:: WHAT IS REQUIRED ::
The response should be the complete listing below, unchanged.

:: GIVEN DATA ::
>>>>
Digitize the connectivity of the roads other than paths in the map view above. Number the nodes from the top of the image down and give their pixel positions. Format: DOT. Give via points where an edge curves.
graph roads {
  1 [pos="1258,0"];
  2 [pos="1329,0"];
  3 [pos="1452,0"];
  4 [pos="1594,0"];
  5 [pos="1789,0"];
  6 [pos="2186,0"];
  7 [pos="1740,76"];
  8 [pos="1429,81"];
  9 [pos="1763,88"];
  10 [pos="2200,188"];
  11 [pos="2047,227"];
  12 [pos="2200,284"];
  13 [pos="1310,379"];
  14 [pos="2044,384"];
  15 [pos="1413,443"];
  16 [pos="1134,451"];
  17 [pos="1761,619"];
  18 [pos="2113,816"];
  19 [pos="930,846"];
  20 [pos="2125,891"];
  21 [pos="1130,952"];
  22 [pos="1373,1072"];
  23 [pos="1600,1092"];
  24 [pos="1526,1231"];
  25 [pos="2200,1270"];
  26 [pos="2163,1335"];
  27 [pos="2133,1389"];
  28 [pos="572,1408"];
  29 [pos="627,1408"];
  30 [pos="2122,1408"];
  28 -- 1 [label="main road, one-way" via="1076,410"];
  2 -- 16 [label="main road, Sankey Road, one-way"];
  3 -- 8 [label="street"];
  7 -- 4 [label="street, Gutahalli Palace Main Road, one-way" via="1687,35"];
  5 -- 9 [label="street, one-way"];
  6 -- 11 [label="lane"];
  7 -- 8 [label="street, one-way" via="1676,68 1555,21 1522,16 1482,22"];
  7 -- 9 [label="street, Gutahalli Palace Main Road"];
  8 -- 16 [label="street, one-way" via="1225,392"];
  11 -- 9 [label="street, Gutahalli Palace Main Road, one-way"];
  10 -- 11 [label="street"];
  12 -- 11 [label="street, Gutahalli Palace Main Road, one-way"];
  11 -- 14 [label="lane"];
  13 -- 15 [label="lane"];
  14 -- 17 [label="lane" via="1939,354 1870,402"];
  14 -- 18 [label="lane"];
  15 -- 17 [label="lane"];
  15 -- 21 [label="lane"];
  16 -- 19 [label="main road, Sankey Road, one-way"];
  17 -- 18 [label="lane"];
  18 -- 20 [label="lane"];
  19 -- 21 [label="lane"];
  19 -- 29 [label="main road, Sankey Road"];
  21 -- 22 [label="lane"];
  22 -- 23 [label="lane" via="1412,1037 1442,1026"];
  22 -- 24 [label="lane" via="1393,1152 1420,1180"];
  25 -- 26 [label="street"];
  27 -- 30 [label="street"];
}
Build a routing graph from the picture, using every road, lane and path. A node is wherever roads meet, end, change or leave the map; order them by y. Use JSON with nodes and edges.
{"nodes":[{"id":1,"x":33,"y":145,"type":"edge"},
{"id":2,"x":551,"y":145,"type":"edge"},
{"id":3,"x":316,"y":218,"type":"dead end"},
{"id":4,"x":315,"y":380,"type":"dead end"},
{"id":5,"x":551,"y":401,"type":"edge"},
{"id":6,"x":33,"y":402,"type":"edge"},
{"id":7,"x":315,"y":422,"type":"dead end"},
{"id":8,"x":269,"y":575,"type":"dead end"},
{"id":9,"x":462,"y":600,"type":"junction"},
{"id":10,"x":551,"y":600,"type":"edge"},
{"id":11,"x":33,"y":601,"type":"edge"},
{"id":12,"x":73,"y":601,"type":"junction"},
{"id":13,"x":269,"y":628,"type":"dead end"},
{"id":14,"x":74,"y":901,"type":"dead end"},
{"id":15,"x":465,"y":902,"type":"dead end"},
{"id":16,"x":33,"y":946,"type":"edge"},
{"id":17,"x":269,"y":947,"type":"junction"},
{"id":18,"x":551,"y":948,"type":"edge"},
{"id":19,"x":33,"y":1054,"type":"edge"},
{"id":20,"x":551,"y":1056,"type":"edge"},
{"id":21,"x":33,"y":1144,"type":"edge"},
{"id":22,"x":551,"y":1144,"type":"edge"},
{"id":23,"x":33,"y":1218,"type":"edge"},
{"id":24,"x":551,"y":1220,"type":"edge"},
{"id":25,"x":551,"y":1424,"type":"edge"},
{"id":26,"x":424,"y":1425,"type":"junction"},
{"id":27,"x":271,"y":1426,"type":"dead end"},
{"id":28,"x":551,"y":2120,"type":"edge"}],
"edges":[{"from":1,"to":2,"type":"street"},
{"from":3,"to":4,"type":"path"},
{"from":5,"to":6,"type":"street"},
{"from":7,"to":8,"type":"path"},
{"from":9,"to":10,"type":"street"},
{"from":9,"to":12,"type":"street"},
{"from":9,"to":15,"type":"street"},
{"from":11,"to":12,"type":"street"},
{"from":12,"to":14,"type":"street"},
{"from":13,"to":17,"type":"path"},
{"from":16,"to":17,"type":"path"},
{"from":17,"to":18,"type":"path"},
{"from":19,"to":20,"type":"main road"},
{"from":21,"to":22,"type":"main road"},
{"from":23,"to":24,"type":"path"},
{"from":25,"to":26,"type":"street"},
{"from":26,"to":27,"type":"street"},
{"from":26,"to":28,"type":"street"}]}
<<<<
:: WRITTEN ANSWER ::
Digitize the connectivity of the roads other than paths in the map view above. Number the nodes from the top of the image down and give their pixel positions. Format: DOT. Give via points where an edge curves.
graph roads {
  1 [pos="1258,0"];
  2 [pos="1329,0"];
  3 [pos="1452,0"];
  4 [pos="1594,0"];
  5 [pos="1789,0"];
  6 [pos="2186,0"];
  7 [pos="1740,76"];
  8 [pos="1429,81"];
  9 [pos="1763,88"];
  10 [pos="2200,188"];
  11 [pos="2047,227"];
  12 [pos="2200,284"];
  13 [pos="1310,379"];
  14 [pos="2044,384"];
  15 [pos="1413,443"];
  16 [pos="1134,451"];
  17 [pos="1761,619"];
  18 [pos="2113,816"];
  19 [pos="930,846"];
  20 [pos="2125,891"];
  21 [pos="1130,952"];
  22 [pos="1373,1072"];
  23 [pos="1600,1092"];
  24 [pos="1526,1231"];
  25 [pos="2200,1270"];
  26 [pos="2163,1335"];
  27 [pos="2133,1389"];
  28 [pos="572,1408"];
  29 [pos="627,1408"];
  30 [pos="2122,1408"];
  28 -- 1 [label="main road, one-way" via="1076,410"];
  2 -- 16 [label="main road, Sankey Road, one-way"];
  3 -- 8 [label="street"];
  7 -- 4 [label="street, Gutahalli Palace Main Road, one-way" via="1687,35"];
  5 -- 9 [label="street, one-way"];
  6 -- 11 [label="lane"];
  7 -- 8 [label="street, one-way" via="1676,68 1555,21 1522,16 1482,22"];
  7 -- 9 [label="street, Gutahalli Palace Main Road"];
  8 -- 16 [label="street, one-way" via="1225,392"];
  11 -- 9 [label="street, Gutahalli Palace Main Road, one-way"];
  10 -- 11 [label="street"];
  12 -- 11 [label="street, Gutahalli Palace Main Road, one-way"];
  11 -- 14 [label="lane"];
  13 -- 15 [label="lane"];
  14 -- 17 [label="lane" via="1939,354 1870,402"];
  14 -- 18 [label="lane"];
  15 -- 17 [label="lane"];
  15 -- 21 [label="lane"];
  16 -- 19 [label="main road, Sankey Road, one-way"];
  17 -- 18 [label="lane"];
  18 -- 20 [label="lane"];
  19 -- 21 [label="lane"];
  19 -- 29 [label="main road, Sankey Road"];
  21 -- 22 [label="lane"];
  22 -- 23 [label="lane" via="1412,1037 1442,1026"];
  22 -- 24 [label="lane" via="1393,1152 1420,1180"];
  25 -- 26 [label="street"];
  27 -- 30 [label="street"];
}
Build a routing graph from the picture, using every road, lane and path. A node is wherever roads meet, end, change or leave the map; order them by y. Use JSON with nodes and edges.
{"nodes":[{"id":1,"x":33,"y":145,"type":"edge"},
{"id":2,"x":551,"y":145,"type":"edge"},
{"id":3,"x":316,"y":218,"type":"dead end"},
{"id":4,"x":315,"y":380,"type":"dead end"},
{"id":5,"x":551,"y":401,"type":"edge"},
{"id":6,"x":33,"y":402,"type":"edge"},
{"id":7,"x":315,"y":422,"type":"dead end"},
{"id":8,"x":269,"y":575,"type":"dead end"},
{"id":9,"x":462,"y":600,"type":"junction"},
{"id":10,"x":551,"y":600,"type":"edge"},
{"id":11,"x":33,"y":601,"type":"edge"},
{"id":12,"x":73,"y":601,"type":"junction"},
{"id":13,"x":269,"y":628,"type":"dead end"},
{"id":14,"x":74,"y":901,"type":"dead end"},
{"id":15,"x":465,"y":902,"type":"dead end"},
{"id":16,"x":33,"y":946,"type":"edge"},
{"id":17,"x":269,"y":947,"type":"junction"},
{"id":18,"x":551,"y":948,"type":"edge"},
{"id":19,"x":33,"y":1054,"type":"edge"},
{"id":20,"x":551,"y":1056,"type":"edge"},
{"id":21,"x":33,"y":1144,"type":"edge"},
{"id":22,"x":551,"y":1144,"type":"edge"},
{"id":23,"x":33,"y":1218,"type":"edge"},
{"id":24,"x":551,"y":1220,"type":"edge"},
{"id":25,"x":551,"y":1424,"type":"edge"},
{"id":26,"x":424,"y":1425,"type":"junction"},
{"id":27,"x":271,"y":1426,"type":"dead end"},
{"id":28,"x":551,"y":2120,"type":"edge"}],
"edges":[{"from":1,"to":2,"type":"street"},
{"from":3,"to":4,"type":"path"},
{"from":5,"to":6,"type":"street"},
{"from":7,"to":8,"type":"path"},
{"from":9,"to":10,"type":"street"},
{"from":9,"to":12,"type":"street"},
{"from":9,"to":15,"type":"street"},
{"from":11,"to":12,"type":"street"},
{"from":12,"to":14,"type":"street"},
{"from":13,"to":17,"type":"path"},
{"from":16,"to":17,"type":"path"},
{"from":17,"to":18,"type":"path"},
{"from":19,"to":20,"type":"main road"},
{"from":21,"to":22,"type":"main road"},
{"from":23,"to":24,"type":"path"},
{"from":25,"to":26,"type":"street"},
{"from":26,"to":27,"type":"street"},
{"from":26,"to":28,"type":"street"}]}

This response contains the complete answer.